いくら優しいといっても、いくら斉藤さんと友達になったといっても、一発でオッケーすることはまずないだろうと。
そしてお父さんはお酒が大好き。
自分のグラスにお酒を注がれたら飲む。
無意識のうちにでも。
「斉藤さん、モデルをされてるんですよね?それはこの先もずっとですか?その仕事で一生やっていけるんですか?」
「一生ではないですが、できるところまで続けようと思っています。だけどもし前原さんが反対するなら、今にでもモデルをやめます。
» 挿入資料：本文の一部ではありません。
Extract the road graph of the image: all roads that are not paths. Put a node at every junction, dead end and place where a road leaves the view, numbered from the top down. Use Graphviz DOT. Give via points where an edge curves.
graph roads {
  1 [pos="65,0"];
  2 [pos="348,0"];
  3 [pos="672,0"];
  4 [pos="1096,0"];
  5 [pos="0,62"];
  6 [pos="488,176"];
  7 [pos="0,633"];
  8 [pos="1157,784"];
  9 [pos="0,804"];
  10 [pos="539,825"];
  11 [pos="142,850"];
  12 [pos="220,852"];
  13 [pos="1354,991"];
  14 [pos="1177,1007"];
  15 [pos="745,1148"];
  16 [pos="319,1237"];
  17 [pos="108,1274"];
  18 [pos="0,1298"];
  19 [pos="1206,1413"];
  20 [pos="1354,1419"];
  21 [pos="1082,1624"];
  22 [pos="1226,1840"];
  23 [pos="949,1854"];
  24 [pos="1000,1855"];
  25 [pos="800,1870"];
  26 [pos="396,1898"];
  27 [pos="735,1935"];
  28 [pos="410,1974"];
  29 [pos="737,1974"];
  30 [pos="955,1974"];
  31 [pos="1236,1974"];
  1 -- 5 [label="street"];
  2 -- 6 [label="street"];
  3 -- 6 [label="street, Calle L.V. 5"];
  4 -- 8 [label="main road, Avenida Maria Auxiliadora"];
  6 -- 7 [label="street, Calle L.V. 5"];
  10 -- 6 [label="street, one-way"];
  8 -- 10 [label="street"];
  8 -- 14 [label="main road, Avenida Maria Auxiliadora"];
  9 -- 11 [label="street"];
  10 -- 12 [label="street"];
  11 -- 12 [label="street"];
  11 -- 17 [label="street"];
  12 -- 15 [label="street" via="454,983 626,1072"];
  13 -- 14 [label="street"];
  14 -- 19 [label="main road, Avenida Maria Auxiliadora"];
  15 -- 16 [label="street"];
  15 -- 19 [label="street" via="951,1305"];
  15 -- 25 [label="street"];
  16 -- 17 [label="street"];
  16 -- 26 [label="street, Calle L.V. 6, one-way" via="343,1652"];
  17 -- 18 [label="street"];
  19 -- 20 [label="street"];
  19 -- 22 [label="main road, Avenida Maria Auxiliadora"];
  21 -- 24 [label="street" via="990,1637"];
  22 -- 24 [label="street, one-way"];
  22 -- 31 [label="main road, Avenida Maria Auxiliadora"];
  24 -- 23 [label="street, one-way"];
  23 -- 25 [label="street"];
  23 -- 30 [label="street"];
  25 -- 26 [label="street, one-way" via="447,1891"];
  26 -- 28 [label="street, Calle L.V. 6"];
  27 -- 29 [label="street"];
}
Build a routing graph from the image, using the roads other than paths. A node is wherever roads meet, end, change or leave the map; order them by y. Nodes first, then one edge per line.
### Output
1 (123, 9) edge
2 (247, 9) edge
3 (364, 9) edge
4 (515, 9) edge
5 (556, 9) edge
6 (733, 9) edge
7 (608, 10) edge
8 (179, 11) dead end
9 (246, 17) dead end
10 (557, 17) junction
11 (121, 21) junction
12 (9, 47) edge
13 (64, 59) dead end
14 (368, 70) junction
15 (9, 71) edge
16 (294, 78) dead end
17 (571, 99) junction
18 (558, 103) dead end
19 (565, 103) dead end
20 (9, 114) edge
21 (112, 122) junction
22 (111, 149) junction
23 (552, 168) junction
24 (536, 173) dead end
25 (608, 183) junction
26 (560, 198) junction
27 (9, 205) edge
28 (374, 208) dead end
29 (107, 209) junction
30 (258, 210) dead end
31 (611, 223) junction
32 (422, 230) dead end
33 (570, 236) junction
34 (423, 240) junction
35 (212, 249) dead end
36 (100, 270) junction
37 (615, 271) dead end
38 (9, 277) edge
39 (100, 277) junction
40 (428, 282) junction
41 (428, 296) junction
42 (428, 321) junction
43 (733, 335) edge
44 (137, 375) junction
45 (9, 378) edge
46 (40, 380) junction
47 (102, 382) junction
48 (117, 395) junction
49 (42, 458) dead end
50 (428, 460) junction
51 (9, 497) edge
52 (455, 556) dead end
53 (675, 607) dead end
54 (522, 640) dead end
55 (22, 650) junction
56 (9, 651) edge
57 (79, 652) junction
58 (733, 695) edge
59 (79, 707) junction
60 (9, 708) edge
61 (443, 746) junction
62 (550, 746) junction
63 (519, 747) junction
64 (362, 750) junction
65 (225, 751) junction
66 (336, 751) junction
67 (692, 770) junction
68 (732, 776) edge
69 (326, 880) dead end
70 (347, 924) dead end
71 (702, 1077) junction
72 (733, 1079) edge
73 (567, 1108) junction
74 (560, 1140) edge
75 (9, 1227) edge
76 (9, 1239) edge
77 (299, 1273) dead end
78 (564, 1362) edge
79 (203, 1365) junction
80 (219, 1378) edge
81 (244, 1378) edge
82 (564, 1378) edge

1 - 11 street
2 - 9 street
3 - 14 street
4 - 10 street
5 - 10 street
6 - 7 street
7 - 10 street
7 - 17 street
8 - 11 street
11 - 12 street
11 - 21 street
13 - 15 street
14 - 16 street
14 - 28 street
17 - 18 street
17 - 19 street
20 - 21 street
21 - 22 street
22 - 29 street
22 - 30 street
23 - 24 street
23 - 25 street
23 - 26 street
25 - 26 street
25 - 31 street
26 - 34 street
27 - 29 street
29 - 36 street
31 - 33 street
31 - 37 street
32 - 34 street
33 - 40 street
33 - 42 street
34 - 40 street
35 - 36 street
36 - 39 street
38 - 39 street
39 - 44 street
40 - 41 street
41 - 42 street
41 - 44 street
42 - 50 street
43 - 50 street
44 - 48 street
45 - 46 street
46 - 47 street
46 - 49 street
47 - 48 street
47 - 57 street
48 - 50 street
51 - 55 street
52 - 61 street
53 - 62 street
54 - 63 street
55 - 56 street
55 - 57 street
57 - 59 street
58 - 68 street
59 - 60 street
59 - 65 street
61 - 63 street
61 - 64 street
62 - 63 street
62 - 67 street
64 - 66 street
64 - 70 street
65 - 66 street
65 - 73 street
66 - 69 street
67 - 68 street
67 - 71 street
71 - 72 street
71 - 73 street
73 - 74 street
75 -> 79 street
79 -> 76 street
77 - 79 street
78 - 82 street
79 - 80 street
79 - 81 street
どちらにしろ父の会社を次ぐことになってるんで、そっち一本でも」
「お父さんが会社を経営されてるんですね。どういう会社ですか?」
「小さな建設会社です。父で三代目になります」
なんだか面接のようだ。
斉藤さんの家が建設会社ということは初めて知った。
だけどやっぱり私は、斉藤さんにはやりたい仕事をやっていてほしい。
隆二にアイコンタクトを送った。
「あのねまーくん、男子高校生って一番性欲の強い時期なんですって」
「な、んだいきなり」
お酒を飲むお父さんに、お母さんが突然あのふわふわした雰囲気で妙なことを言い出す。
ぽかん、とした顔で三人お母さんを見た。
「だからね、そんな猿みたいな時期の男の子に百合の彼氏になってもらうより、ある程度は落ち着いた斉藤さんに彼氏になってもらう方が安心だと思うわ」
……どんな基準なんだ。
と思ったけど、お父さんは意外にもその理論にはしっくり来たらしく。
「さ、る……まあ確かにあの時期はな……猿だったもんな……」
なんだか実感の籠った一人言を溢す。
お父さんのそんな事情あまり聞きたくない。
「猿……」と呟いた隆二に、お母さんが「あんたは気にしなくて良いの」と切り捨てた。
「まあそれは置いとくとしてだな」
お父さんが咳払いした。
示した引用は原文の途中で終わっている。